Supplied records below:

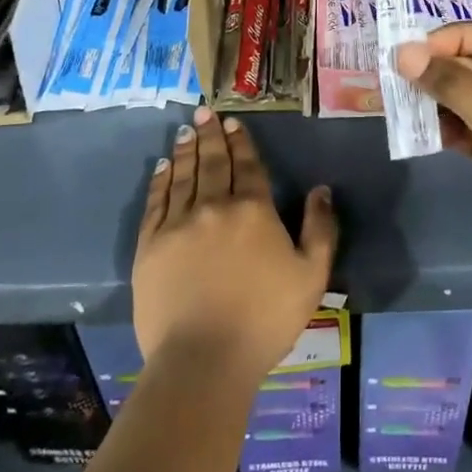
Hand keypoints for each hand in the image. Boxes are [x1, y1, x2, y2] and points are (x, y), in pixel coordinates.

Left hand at [133, 106, 338, 380]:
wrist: (204, 360)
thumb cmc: (265, 318)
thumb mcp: (312, 275)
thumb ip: (320, 228)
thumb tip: (321, 189)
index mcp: (254, 210)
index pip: (247, 165)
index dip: (241, 142)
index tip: (233, 122)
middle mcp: (214, 206)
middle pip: (213, 162)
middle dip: (210, 135)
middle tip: (204, 111)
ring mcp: (178, 224)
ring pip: (183, 176)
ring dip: (186, 150)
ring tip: (186, 131)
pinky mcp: (150, 246)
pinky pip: (155, 203)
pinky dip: (160, 181)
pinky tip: (163, 167)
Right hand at [396, 22, 471, 300]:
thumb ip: (449, 81)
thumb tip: (403, 53)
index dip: (456, 36)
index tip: (417, 48)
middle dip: (442, 66)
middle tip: (401, 72)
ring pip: (469, 93)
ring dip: (438, 94)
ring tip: (405, 99)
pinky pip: (465, 123)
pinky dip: (445, 123)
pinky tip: (422, 129)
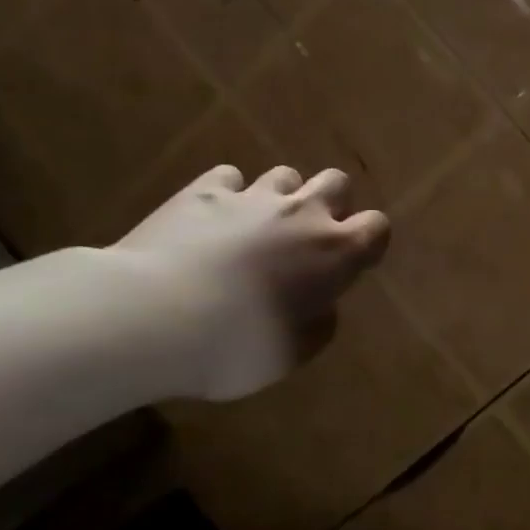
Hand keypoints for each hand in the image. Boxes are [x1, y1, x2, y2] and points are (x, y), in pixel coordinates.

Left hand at [109, 165, 389, 401]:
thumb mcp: (293, 354)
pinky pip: (228, 177)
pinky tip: (211, 218)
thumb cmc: (236, 345)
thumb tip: (319, 305)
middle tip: (308, 237)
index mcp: (335, 252)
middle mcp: (302, 213)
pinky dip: (227, 194)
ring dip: (280, 197)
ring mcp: (252, 196)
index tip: (352, 263)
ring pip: (284, 174)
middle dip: (331, 203)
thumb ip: (317, 323)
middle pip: (336, 182)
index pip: (376, 227)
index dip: (369, 241)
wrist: (152, 317)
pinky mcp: (203, 191)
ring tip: (256, 226)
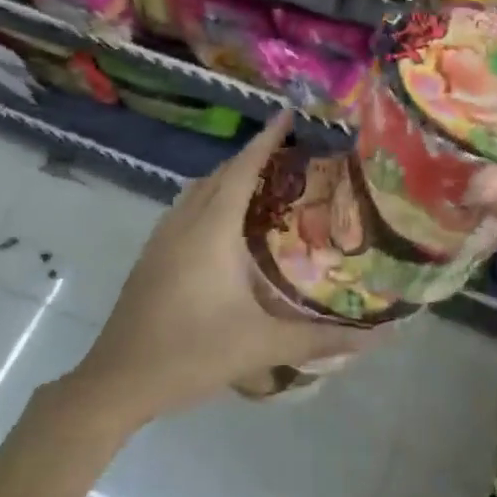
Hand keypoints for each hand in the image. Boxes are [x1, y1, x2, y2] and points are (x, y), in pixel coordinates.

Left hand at [73, 110, 375, 423]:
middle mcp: (185, 223)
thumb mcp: (262, 346)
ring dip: (229, 175)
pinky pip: (186, 208)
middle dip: (253, 154)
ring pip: (199, 190)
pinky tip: (226, 223)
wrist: (116, 382)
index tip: (289, 114)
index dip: (266, 140)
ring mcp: (162, 238)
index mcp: (211, 231)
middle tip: (291, 150)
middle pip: (220, 174)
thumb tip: (379, 337)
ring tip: (265, 179)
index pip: (242, 170)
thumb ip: (320, 339)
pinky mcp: (151, 256)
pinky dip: (211, 196)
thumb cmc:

End of Supplied records.

__Work to complete__: Search the preceding listing for the word "Left" and pull out every line that holds it.

__Solution for this task__:
Left hand at [133, 106, 338, 380]:
Left hand at [109, 165, 389, 401]:
Left hand at [73, 110, 375, 423]:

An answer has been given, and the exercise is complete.